• _Aim of the task_:
Scan the listing for the word "nodes" and report every line that contains it.

Information shown Block Start

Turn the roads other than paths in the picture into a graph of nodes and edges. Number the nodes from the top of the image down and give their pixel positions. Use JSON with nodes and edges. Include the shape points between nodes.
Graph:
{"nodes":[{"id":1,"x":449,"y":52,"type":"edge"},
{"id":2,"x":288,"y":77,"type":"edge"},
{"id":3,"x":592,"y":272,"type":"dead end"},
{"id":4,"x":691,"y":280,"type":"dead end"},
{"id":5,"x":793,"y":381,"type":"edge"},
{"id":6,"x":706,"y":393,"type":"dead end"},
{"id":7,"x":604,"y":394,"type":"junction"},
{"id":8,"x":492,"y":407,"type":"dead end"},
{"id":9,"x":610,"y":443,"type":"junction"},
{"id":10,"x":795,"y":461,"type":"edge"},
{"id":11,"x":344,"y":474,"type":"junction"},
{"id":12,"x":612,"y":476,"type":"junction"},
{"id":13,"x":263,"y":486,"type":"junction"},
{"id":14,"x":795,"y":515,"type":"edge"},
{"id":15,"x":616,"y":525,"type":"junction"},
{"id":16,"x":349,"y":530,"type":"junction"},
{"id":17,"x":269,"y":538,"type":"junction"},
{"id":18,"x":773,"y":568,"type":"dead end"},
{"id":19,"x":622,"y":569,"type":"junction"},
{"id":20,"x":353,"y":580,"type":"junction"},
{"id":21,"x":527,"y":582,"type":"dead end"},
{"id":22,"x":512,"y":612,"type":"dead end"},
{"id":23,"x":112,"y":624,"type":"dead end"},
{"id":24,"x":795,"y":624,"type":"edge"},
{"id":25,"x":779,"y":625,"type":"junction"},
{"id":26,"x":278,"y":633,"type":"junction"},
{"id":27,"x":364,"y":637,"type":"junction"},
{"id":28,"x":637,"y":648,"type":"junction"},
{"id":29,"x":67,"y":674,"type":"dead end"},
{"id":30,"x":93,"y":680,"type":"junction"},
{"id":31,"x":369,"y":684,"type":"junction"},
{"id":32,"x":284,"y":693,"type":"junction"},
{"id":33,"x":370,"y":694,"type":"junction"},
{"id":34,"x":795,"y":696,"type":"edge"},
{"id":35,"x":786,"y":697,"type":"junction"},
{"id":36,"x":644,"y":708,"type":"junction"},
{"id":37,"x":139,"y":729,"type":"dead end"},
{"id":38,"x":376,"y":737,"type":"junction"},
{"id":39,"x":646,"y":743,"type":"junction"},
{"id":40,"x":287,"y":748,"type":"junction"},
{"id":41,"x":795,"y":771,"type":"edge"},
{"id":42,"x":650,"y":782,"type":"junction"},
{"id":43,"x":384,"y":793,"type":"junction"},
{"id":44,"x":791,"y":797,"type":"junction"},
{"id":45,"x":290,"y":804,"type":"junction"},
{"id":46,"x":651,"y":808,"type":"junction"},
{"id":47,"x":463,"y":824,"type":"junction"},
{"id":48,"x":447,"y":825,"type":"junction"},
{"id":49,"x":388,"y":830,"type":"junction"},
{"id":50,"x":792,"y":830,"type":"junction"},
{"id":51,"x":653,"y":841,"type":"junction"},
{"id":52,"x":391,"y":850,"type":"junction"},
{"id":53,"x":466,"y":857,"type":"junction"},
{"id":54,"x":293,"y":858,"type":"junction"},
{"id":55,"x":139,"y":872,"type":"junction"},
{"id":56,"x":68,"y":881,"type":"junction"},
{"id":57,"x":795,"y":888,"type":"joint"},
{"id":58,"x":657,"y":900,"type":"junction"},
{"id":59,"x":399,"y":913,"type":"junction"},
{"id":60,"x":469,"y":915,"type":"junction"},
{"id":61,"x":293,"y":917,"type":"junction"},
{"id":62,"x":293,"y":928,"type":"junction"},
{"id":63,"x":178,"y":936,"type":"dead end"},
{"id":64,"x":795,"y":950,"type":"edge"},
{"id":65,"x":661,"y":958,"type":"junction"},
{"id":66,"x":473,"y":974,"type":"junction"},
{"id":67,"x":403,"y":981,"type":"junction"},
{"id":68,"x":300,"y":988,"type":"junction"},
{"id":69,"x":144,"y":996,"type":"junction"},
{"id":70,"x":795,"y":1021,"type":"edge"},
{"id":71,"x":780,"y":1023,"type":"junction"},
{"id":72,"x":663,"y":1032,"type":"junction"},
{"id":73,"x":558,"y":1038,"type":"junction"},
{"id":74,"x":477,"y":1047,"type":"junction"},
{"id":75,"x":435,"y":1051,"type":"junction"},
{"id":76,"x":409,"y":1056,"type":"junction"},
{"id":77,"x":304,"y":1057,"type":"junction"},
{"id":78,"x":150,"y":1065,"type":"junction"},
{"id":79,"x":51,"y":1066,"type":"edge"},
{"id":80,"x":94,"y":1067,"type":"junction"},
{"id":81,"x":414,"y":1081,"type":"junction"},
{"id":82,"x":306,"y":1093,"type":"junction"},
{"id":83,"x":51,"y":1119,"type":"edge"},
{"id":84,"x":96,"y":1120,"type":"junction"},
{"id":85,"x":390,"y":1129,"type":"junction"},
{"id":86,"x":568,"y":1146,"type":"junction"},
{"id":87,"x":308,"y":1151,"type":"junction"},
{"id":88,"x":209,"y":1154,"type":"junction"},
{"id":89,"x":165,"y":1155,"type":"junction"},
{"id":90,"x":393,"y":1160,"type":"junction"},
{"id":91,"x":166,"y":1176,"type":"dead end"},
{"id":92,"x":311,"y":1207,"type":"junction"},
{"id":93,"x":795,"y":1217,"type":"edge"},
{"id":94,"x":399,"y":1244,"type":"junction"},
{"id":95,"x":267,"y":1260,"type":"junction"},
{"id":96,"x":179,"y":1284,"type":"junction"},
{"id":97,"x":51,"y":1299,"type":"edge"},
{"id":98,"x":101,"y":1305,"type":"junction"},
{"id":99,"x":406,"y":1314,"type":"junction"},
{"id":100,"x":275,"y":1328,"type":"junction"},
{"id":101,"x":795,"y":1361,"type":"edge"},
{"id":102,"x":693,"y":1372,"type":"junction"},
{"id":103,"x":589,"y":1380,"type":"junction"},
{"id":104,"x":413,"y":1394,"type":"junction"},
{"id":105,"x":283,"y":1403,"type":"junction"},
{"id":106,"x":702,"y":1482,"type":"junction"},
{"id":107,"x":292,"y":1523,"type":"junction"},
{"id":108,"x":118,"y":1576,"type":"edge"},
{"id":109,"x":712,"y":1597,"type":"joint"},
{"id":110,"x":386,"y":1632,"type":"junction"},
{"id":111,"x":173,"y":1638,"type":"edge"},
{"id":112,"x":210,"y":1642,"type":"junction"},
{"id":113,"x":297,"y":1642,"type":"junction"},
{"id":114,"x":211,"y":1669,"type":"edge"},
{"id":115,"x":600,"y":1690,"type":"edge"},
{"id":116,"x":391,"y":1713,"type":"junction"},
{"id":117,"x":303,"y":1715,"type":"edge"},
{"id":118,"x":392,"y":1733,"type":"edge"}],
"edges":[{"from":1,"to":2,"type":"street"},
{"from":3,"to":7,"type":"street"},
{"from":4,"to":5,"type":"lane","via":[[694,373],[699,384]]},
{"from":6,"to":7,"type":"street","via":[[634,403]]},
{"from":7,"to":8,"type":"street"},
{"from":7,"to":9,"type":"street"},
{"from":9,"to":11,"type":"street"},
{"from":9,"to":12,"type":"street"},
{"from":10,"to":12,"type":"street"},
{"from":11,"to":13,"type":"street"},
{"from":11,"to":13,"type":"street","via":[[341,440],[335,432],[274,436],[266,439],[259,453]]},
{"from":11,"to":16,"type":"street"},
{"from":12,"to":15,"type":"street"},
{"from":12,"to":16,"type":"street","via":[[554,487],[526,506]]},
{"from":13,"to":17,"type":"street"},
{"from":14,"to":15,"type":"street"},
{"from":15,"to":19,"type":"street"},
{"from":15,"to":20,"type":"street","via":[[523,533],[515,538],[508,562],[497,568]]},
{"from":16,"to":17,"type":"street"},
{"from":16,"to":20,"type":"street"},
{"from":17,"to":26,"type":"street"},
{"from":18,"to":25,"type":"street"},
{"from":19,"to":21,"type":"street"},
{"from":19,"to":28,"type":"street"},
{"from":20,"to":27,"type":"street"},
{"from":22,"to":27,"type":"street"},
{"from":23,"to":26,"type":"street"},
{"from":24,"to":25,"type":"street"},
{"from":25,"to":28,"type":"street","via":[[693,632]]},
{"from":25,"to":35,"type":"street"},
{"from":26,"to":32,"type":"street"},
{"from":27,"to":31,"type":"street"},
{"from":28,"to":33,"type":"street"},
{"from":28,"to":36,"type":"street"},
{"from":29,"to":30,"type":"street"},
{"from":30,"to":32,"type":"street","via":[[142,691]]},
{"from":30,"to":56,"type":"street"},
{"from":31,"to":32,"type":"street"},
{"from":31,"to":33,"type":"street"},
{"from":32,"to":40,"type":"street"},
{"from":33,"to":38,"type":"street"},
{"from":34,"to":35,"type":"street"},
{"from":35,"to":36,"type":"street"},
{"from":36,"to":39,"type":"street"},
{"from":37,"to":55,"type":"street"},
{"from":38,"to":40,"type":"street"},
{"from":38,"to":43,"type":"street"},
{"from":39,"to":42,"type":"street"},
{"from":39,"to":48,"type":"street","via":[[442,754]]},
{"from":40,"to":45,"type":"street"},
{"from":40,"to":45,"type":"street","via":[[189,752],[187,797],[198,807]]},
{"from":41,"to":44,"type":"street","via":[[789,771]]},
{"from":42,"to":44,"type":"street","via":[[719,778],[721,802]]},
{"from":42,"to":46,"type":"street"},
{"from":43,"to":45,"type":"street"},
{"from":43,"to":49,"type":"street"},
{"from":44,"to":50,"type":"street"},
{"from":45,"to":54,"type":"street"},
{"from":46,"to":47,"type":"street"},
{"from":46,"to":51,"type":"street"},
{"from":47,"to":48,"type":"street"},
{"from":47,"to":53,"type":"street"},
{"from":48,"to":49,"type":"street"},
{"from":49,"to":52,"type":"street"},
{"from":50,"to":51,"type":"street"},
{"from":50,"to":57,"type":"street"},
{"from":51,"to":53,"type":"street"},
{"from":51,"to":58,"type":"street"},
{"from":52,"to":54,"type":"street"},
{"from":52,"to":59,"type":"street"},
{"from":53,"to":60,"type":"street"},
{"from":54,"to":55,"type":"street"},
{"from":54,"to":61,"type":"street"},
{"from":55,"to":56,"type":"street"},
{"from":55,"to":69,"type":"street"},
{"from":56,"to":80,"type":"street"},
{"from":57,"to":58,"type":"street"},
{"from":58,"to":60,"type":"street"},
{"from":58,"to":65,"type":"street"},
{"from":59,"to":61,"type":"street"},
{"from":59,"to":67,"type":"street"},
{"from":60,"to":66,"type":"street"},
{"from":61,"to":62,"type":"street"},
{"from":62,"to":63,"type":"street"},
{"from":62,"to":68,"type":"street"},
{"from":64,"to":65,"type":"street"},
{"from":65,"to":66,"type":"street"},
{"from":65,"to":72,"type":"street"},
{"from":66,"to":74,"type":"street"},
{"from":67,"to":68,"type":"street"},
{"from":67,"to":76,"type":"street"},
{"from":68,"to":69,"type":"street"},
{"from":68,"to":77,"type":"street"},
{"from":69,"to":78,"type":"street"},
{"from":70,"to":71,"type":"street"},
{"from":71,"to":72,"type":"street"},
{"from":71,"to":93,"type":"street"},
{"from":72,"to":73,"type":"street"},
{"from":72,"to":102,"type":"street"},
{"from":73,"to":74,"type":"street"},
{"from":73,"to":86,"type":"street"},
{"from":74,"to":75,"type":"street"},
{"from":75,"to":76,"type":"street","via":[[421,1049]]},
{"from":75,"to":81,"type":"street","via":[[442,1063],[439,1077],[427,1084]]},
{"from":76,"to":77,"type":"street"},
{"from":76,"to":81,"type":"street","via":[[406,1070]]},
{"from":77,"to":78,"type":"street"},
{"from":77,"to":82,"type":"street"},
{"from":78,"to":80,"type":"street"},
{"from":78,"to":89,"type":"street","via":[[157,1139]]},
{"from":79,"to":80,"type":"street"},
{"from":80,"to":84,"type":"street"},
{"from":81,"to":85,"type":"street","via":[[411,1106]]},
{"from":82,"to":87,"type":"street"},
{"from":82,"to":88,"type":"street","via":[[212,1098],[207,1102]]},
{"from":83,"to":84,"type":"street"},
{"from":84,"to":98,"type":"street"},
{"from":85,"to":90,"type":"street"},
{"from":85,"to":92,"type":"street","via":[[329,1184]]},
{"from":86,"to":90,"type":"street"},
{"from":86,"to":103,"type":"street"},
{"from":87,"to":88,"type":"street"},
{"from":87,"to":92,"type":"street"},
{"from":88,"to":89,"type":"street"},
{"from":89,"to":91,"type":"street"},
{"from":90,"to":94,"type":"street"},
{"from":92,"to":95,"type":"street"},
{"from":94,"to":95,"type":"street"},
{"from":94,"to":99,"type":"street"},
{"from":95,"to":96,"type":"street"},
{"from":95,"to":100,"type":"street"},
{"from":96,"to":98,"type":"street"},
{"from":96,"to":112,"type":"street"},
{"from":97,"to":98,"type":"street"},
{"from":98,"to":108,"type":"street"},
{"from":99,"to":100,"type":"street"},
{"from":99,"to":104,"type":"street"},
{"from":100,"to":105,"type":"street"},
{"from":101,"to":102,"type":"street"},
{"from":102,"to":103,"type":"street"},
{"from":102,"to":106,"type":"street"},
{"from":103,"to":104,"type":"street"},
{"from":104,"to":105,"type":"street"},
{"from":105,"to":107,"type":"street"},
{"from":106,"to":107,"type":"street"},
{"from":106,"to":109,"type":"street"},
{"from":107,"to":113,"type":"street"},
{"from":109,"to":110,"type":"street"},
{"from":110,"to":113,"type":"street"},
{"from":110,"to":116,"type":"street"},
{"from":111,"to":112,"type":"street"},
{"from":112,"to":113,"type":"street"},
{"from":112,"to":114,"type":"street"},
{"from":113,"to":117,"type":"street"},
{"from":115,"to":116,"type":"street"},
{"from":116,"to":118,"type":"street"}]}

Information shown Block End

• _Task solution_:
Turn the roads other than paths in the picture into a graph of nodes and edges. Number the nodes from the top of the image down and give their pixel positions. Use JSON with nodes and edges. Include the shape points between nodes.
{"nodes":[{"id":1,"x":449,"y":52,"type":"edge"},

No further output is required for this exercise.